Data extracts ::
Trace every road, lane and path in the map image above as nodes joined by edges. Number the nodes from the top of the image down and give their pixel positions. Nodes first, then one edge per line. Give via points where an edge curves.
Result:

---

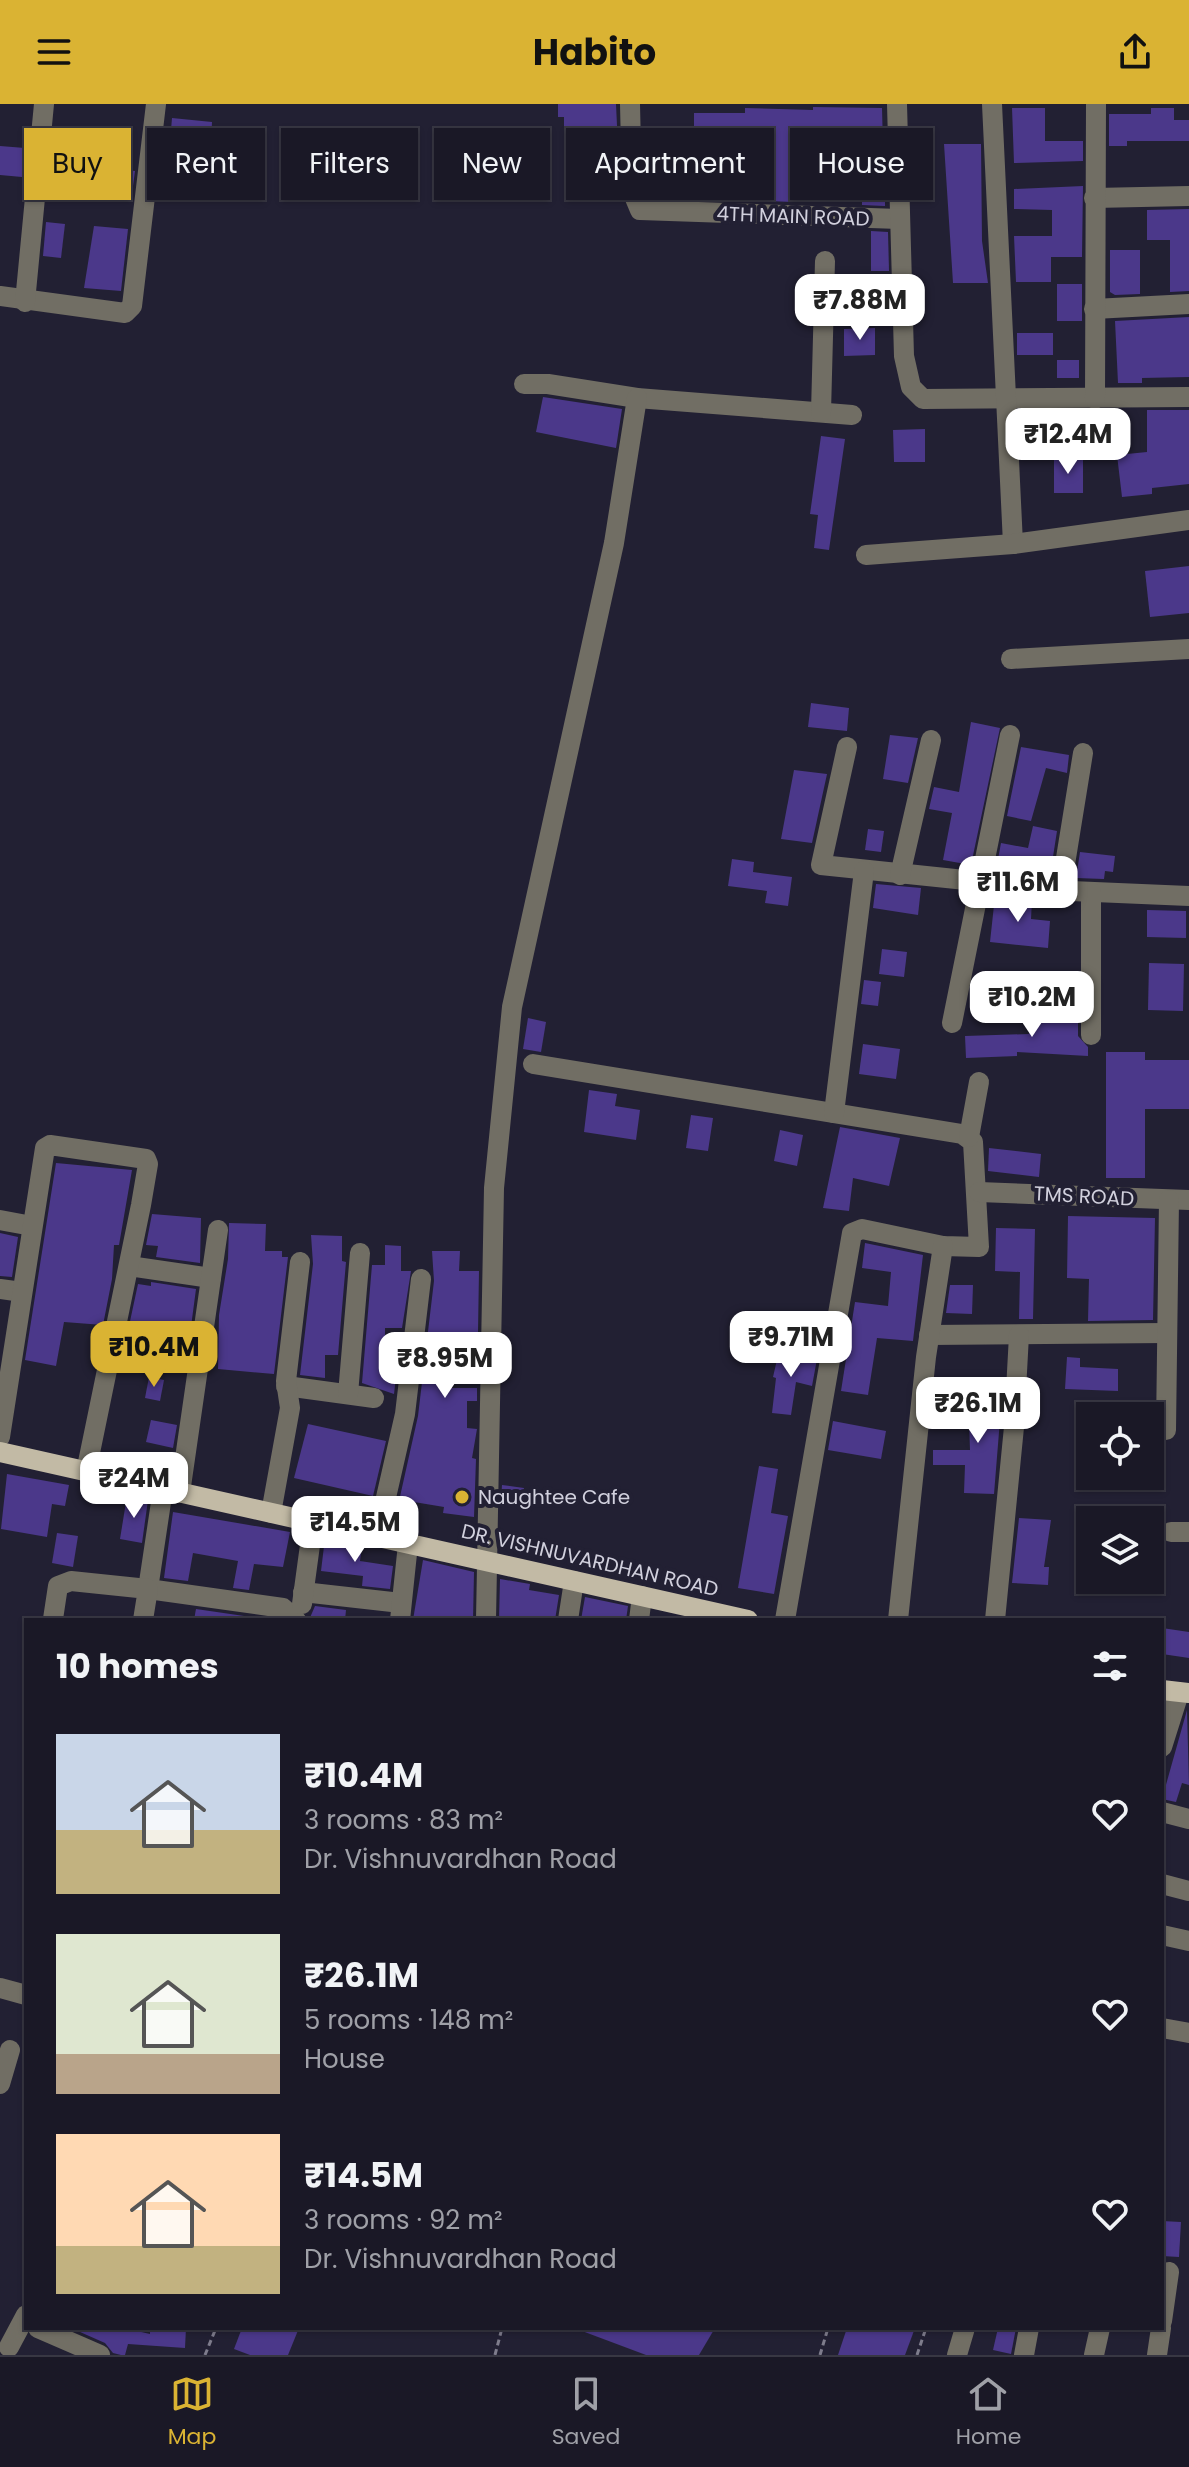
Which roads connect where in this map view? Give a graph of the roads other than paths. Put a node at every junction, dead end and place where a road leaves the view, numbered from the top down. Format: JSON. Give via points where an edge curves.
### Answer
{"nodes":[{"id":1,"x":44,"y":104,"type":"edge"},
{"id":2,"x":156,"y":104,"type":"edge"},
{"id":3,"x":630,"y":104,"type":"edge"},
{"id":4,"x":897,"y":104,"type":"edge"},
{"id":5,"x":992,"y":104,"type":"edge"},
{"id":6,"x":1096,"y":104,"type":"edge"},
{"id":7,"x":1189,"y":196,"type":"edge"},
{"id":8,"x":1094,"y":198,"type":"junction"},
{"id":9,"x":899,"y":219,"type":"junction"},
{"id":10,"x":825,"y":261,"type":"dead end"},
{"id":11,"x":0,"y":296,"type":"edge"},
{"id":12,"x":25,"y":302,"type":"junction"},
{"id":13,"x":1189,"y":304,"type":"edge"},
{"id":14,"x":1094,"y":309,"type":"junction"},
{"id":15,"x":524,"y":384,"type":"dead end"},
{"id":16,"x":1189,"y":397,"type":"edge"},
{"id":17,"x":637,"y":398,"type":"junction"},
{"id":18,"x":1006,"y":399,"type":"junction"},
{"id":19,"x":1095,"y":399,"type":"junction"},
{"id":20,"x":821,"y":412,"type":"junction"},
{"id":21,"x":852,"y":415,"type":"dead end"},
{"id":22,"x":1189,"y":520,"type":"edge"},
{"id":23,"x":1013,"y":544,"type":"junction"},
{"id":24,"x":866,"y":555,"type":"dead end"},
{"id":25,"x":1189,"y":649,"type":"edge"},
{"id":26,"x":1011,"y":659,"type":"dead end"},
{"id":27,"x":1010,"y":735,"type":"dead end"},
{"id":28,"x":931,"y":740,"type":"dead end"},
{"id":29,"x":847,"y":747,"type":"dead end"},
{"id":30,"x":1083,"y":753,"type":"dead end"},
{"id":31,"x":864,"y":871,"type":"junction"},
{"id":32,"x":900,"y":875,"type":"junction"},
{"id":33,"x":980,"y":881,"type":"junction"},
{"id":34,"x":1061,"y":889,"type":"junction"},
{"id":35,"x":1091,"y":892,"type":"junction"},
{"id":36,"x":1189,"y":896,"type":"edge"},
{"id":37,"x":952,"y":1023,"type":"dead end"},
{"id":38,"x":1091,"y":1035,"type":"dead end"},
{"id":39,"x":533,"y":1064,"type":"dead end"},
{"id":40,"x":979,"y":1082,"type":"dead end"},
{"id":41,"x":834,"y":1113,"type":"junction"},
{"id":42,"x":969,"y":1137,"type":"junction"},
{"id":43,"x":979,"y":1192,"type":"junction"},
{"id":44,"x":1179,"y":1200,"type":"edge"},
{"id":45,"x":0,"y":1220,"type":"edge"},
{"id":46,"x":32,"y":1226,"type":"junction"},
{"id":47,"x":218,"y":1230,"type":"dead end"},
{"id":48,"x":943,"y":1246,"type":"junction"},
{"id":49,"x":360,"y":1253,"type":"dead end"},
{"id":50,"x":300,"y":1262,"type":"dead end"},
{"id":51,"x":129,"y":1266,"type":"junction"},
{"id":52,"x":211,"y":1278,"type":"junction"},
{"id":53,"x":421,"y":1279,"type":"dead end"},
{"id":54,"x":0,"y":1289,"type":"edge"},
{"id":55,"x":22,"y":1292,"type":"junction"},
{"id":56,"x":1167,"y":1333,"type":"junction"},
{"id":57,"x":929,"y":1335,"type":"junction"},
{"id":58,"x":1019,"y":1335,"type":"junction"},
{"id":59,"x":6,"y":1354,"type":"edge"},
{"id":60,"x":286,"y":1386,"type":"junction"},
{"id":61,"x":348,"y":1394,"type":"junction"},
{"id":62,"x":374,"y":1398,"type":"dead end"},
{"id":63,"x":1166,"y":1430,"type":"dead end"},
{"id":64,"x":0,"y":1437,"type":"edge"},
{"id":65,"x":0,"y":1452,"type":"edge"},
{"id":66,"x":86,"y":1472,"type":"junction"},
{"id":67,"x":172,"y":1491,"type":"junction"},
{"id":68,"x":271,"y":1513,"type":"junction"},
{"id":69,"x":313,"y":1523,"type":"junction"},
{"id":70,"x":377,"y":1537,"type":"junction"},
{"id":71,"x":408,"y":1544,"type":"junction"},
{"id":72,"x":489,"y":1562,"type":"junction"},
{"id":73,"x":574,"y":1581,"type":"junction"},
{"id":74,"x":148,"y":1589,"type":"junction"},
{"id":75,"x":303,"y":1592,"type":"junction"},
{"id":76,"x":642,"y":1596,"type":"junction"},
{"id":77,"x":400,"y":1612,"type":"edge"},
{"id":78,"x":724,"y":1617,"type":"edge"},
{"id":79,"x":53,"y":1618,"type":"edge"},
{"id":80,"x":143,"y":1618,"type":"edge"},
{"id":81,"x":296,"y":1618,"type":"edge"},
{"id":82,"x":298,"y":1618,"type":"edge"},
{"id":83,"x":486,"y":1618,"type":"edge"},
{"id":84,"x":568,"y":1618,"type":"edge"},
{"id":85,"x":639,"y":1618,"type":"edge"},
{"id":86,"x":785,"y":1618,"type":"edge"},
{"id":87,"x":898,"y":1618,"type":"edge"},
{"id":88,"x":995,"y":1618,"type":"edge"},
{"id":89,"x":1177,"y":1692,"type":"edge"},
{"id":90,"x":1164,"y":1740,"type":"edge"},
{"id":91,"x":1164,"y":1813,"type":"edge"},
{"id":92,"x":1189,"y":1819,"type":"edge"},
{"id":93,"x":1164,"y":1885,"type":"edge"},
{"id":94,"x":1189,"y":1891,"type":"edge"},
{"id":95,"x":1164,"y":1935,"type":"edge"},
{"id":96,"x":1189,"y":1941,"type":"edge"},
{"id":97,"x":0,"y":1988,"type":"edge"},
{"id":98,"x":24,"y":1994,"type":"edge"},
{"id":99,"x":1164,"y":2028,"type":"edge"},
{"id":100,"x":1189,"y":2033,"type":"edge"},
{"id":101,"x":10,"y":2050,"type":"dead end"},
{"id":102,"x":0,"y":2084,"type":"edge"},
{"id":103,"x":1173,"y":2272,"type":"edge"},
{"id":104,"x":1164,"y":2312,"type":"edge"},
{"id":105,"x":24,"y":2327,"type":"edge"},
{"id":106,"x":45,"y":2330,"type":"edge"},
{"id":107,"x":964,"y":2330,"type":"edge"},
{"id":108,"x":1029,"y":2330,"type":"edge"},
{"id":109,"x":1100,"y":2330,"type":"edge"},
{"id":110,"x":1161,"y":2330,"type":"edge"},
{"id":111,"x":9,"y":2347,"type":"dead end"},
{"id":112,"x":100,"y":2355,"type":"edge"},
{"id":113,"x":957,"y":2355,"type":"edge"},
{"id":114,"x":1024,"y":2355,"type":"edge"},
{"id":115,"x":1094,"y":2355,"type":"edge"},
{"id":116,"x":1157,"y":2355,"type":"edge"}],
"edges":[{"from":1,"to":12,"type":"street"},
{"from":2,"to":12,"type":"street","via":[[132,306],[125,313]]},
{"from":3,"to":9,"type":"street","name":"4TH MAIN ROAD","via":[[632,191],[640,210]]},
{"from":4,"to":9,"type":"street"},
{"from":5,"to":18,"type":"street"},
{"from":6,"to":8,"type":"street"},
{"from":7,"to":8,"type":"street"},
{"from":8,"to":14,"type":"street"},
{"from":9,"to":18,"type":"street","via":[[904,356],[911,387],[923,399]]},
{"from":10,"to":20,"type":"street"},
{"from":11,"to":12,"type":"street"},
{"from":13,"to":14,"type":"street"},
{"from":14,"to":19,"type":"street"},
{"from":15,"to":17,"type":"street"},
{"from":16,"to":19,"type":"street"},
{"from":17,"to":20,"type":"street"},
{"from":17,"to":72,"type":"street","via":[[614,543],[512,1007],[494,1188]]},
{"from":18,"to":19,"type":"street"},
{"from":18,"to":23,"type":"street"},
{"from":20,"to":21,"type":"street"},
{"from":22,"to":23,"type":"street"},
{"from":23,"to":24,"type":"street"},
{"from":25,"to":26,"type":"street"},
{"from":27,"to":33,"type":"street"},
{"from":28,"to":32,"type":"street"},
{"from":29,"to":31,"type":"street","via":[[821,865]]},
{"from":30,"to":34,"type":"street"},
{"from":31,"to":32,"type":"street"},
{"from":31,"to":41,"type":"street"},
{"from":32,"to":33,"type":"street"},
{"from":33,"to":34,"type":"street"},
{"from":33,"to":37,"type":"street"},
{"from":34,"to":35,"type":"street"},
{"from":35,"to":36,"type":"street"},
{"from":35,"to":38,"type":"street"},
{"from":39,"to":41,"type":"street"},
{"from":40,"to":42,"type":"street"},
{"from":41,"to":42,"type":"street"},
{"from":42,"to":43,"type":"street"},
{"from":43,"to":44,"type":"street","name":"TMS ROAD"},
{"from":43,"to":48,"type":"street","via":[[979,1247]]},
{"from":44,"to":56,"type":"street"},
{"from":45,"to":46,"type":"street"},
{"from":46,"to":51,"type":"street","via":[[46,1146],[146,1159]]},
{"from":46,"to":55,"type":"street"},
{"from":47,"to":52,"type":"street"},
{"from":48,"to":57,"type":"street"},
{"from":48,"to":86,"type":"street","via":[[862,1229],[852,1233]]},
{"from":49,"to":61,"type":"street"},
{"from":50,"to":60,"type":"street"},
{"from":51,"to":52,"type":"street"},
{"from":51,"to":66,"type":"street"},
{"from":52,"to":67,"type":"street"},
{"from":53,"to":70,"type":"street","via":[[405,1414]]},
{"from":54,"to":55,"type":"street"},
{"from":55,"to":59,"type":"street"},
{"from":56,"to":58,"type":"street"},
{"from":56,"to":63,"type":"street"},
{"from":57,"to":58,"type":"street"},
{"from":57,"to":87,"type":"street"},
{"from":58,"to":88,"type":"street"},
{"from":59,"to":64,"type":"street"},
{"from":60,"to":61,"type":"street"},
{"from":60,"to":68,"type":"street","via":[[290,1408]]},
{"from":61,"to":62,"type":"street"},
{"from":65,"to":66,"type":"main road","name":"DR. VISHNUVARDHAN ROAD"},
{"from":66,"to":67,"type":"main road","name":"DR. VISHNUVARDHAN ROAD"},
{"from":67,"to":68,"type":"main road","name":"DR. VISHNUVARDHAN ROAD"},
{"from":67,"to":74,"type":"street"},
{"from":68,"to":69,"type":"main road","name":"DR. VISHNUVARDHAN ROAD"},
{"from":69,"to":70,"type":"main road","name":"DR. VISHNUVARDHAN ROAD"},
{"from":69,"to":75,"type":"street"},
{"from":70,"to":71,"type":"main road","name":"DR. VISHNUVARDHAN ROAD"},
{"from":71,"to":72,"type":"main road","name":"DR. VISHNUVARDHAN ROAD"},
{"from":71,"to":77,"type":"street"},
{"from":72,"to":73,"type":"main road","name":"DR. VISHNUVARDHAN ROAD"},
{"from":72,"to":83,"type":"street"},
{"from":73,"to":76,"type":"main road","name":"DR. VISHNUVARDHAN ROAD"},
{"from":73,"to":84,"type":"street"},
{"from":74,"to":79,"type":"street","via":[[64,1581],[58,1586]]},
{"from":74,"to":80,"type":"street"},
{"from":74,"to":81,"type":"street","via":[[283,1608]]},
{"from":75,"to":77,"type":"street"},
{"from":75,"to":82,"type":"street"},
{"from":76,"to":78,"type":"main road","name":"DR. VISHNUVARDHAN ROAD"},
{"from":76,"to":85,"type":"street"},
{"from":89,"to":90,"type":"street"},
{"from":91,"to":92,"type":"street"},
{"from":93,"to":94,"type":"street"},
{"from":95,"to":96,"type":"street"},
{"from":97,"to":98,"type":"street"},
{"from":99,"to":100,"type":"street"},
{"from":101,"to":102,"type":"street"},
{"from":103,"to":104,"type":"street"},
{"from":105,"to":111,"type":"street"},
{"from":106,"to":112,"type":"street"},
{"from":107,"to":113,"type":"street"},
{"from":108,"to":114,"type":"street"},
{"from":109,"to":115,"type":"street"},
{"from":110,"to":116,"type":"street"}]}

--

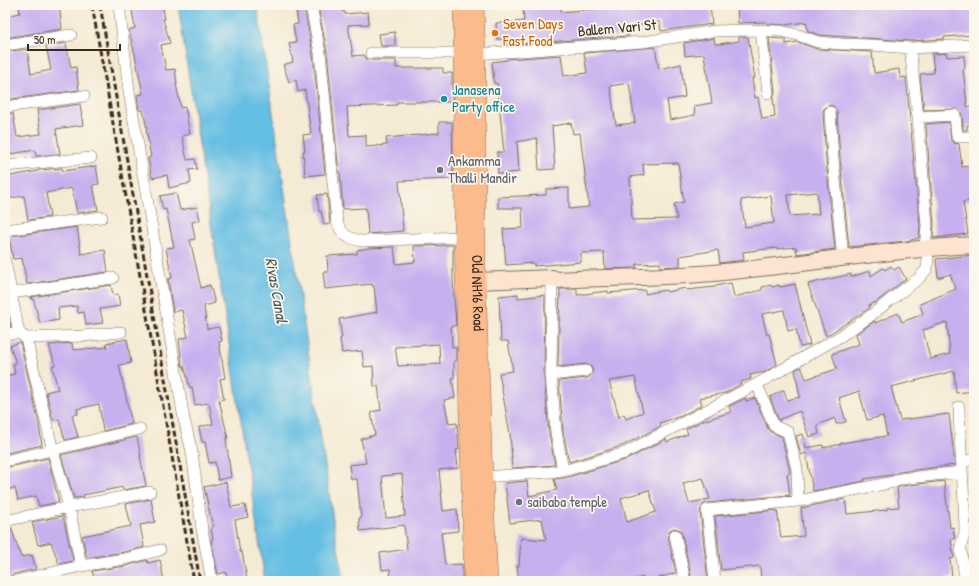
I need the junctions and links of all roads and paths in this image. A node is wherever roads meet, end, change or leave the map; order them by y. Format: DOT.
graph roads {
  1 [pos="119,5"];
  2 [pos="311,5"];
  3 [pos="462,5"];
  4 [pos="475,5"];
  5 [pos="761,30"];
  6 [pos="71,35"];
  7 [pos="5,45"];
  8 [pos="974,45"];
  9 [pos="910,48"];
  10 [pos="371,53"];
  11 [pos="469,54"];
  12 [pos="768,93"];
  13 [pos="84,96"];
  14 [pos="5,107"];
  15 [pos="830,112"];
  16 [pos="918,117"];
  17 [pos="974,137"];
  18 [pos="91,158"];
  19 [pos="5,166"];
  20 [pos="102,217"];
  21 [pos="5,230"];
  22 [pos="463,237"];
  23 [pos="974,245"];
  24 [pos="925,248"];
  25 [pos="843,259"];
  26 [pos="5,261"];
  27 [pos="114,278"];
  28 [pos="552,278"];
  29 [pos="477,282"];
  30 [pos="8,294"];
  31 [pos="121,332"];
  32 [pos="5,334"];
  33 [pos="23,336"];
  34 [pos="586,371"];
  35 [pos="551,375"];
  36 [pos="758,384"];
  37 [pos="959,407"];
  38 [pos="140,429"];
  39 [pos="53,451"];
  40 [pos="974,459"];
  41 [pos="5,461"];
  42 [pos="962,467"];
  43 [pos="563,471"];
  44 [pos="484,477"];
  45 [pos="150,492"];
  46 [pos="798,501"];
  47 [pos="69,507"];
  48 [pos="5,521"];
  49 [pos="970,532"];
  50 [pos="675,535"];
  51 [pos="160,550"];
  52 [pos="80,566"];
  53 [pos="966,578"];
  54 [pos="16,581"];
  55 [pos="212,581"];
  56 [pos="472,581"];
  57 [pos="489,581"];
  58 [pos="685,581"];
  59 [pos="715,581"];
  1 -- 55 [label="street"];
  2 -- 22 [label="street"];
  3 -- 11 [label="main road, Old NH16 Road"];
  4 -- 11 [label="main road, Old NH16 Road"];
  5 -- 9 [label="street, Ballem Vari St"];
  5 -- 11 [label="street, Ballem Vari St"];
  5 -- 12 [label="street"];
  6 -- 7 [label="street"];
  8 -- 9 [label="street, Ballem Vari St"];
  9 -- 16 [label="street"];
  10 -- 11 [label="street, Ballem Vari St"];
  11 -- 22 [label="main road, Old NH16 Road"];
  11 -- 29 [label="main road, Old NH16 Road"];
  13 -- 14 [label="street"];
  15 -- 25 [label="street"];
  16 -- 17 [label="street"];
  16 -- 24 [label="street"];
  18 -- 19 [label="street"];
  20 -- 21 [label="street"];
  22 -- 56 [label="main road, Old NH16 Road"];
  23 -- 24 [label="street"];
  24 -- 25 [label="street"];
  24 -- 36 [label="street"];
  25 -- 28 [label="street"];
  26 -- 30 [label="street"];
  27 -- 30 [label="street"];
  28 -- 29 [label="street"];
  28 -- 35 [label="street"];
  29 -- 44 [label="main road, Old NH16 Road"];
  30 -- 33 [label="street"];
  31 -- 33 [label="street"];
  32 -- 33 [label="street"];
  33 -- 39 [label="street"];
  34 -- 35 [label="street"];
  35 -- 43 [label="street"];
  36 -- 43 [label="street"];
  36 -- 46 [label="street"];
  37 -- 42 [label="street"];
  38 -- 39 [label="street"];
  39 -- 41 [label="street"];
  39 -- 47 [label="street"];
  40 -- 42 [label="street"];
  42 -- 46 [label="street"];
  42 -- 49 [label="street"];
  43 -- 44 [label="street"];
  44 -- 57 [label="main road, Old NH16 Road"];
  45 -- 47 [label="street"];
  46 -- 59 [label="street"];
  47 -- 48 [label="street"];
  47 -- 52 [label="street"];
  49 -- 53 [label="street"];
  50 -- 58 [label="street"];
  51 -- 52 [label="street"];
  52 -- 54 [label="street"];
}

Instructions for the task :: Reply with the number of lines in the data above that contain "every", and with nothing else.

Your solution :: 2